Records from a data source:
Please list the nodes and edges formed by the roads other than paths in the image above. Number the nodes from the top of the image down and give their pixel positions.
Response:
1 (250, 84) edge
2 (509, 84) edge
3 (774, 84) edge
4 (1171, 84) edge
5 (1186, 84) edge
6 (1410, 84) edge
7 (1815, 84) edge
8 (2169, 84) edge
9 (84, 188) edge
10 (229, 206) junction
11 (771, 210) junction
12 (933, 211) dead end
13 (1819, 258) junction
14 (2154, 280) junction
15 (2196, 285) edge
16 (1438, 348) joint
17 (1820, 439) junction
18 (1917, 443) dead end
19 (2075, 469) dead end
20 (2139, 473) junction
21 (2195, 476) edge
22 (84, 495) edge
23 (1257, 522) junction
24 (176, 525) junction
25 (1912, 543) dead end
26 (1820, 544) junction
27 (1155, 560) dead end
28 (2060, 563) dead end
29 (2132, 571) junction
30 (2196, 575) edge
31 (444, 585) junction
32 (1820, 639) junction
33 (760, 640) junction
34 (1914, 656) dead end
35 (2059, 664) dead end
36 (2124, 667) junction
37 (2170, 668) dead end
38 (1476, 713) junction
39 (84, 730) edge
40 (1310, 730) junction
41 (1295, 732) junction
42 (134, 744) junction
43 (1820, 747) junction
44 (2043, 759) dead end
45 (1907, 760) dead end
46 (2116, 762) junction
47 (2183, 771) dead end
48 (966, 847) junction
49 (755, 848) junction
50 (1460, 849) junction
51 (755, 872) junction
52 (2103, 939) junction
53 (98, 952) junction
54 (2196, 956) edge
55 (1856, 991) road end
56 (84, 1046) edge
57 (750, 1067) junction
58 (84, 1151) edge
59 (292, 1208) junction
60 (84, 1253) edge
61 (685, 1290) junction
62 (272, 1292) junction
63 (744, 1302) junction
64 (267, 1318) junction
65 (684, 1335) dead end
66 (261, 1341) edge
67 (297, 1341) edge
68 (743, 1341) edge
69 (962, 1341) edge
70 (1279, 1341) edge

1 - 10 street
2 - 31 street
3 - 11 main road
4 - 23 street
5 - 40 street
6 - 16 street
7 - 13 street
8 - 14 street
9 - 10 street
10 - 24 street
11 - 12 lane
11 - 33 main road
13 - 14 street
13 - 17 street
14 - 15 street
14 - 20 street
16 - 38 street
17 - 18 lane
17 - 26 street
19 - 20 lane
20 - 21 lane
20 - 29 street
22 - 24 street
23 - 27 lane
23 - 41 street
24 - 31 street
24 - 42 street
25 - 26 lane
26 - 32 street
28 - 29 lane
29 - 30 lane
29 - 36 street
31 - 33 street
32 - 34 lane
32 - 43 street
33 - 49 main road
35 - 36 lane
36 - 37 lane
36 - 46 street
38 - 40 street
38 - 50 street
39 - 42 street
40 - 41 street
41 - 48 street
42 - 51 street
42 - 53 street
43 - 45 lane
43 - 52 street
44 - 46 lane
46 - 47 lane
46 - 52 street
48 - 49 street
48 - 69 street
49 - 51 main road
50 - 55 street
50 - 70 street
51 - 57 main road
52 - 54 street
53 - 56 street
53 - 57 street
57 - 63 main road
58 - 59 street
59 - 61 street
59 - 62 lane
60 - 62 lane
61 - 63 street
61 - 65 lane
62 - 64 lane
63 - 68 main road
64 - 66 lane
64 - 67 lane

Work instructions. Read through the entries and copy each line in which "main" appears.

Finished task.
3 - 11 main road
11 - 33 main road
33 - 49 main road
49 - 51 main road
51 - 57 main road
57 - 63 main road
63 - 68 main road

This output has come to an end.